In Reply to: Re: Question about Joanna Budwig posted by MM on September 6, 2014 at 5:00 pm:

I don't know the answer, but I want to point out that dairy often comes from sick animals and the pathogen is often present in the dairy. Under a microscope, you will see every bit of it covered with bacteria, some e-coli, staphyoloccocus, steptococcus, etc.
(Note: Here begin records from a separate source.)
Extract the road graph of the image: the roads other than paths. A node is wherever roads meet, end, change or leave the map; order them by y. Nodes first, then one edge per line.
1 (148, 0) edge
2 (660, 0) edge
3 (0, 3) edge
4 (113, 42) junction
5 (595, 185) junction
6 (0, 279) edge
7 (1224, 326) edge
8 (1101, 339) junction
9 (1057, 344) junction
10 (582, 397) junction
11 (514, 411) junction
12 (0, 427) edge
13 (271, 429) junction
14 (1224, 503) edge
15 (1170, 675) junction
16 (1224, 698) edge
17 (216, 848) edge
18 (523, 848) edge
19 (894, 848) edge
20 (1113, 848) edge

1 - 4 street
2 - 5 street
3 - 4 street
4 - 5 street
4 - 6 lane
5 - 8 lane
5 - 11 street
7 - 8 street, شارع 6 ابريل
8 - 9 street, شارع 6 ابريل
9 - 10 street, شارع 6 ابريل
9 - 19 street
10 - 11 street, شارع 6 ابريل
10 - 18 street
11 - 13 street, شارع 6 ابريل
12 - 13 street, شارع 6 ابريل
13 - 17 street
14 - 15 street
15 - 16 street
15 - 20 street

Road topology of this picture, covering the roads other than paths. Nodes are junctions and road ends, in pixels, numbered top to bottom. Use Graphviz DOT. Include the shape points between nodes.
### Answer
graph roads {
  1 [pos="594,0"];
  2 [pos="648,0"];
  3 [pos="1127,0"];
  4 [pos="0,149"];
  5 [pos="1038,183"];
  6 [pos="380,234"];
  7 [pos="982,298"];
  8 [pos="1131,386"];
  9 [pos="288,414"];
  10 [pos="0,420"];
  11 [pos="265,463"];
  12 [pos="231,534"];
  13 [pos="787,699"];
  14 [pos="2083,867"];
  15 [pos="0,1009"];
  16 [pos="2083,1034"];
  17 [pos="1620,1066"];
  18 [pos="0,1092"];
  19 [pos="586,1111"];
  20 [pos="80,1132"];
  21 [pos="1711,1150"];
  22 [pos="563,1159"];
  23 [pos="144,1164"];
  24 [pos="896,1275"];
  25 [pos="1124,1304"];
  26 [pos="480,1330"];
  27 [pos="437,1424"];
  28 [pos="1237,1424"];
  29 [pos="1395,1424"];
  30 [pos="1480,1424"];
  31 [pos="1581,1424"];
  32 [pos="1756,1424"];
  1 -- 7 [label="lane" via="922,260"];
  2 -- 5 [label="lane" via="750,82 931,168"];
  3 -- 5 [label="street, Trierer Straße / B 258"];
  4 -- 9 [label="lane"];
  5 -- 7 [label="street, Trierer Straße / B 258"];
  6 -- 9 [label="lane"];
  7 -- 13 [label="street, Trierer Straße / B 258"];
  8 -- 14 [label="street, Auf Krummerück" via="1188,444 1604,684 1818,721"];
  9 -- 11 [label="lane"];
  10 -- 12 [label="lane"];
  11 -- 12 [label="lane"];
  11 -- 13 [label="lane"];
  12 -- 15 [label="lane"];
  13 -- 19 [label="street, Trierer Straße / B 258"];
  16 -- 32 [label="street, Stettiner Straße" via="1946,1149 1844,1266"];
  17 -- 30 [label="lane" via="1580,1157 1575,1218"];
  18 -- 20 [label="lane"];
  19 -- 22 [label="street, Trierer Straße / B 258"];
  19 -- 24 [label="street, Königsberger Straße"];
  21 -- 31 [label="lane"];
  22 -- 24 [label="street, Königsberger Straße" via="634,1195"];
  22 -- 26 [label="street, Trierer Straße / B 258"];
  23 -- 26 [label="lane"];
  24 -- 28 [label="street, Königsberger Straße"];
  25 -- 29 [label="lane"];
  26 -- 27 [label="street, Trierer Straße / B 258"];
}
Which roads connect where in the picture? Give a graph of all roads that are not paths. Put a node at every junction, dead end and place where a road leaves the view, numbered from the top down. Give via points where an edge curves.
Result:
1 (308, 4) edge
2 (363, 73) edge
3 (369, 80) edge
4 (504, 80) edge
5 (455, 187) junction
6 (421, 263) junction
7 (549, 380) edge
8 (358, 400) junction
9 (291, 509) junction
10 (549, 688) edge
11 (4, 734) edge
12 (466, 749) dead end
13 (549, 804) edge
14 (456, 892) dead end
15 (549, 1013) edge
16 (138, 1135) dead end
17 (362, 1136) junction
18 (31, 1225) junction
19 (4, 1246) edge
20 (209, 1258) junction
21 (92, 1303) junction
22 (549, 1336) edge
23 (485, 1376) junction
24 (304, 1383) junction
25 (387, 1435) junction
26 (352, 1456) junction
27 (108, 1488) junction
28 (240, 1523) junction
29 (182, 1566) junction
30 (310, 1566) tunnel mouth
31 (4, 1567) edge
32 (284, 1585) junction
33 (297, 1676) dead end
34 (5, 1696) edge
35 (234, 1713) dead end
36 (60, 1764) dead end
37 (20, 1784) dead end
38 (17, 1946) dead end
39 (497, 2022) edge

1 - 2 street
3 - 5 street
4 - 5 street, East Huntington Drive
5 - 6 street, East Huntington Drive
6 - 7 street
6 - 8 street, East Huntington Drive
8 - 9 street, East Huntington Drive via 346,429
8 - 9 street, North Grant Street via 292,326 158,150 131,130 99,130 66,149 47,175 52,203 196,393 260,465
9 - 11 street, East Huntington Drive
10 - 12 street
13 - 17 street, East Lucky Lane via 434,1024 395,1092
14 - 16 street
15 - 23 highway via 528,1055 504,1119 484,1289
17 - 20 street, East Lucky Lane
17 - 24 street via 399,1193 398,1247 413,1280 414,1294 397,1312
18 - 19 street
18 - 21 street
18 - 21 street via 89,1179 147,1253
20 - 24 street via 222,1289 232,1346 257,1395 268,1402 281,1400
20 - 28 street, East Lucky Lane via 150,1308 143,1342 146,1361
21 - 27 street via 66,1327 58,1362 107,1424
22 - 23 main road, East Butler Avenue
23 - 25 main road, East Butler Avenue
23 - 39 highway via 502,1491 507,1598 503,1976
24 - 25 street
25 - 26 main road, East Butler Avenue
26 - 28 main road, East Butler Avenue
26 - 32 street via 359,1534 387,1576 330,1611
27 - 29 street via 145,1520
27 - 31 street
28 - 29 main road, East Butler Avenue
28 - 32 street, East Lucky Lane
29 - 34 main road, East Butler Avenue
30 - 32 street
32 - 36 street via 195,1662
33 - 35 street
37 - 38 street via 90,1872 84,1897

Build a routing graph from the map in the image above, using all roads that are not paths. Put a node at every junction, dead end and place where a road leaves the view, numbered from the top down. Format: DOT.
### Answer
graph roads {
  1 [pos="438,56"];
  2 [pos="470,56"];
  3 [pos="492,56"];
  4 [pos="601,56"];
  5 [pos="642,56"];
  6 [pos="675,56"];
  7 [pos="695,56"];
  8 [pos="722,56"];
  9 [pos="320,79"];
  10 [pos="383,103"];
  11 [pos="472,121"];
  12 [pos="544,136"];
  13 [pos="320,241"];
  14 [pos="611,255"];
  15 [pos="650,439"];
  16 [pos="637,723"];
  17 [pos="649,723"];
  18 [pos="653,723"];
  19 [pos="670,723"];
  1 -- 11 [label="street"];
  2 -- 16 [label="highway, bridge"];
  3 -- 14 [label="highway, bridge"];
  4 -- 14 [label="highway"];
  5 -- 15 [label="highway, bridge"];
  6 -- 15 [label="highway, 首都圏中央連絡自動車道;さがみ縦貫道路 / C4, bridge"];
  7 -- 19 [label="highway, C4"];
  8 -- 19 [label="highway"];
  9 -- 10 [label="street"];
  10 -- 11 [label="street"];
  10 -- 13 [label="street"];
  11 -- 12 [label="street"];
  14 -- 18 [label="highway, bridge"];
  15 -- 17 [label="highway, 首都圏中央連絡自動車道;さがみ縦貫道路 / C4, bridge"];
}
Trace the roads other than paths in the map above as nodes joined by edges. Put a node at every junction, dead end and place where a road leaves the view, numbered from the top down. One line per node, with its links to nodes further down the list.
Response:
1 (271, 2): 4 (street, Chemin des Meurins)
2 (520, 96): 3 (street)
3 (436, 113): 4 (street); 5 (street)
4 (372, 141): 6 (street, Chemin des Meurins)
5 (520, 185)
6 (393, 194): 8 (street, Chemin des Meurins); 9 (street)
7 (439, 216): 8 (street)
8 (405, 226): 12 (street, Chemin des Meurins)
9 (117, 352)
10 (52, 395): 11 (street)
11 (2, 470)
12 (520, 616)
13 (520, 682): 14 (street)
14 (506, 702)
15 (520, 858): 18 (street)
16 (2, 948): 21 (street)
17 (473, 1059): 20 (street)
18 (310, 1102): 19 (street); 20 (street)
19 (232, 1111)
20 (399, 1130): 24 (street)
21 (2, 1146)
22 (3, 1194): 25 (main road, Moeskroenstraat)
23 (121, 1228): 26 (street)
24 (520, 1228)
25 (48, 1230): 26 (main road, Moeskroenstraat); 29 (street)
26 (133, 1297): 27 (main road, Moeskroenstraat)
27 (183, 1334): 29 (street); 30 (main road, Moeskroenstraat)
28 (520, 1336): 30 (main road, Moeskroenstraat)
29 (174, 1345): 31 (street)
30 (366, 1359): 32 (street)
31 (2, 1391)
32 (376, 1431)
When I had my gluten genes tested, they also tested for casein and I was not reactive to casein. So, I am pretty confident that I could process casein just fine. What my body does react to is the pathogens. I got sick from raw goat cheese once and I waited a few weeks and I tried the same brand again from the farmer's market. I got the same sickness. It had nothing to do with the lactose or casein. it had to do with the pathogens from the sick goats. By the way, I am vegan and the only reason I tried the goat cheese was because I read the Essene Gospel of Peace which says to eat milk and honey. So, getting sick twice ended my raw milk experiment.

WHen someone has cancer, their immune system is compromised. They cannot afford to continually fight against the streptoccus and staph and ecoli, etc. WHen you take away those pathogens, the immune system can focus on dealing with the cancer cells.

This is my very simplistic concern.

Why does some dairy hurt and other dairy does not? IT's because some cows are sick and some are not. People push cows too hard these days for profit and even the organic animals are usually very sick.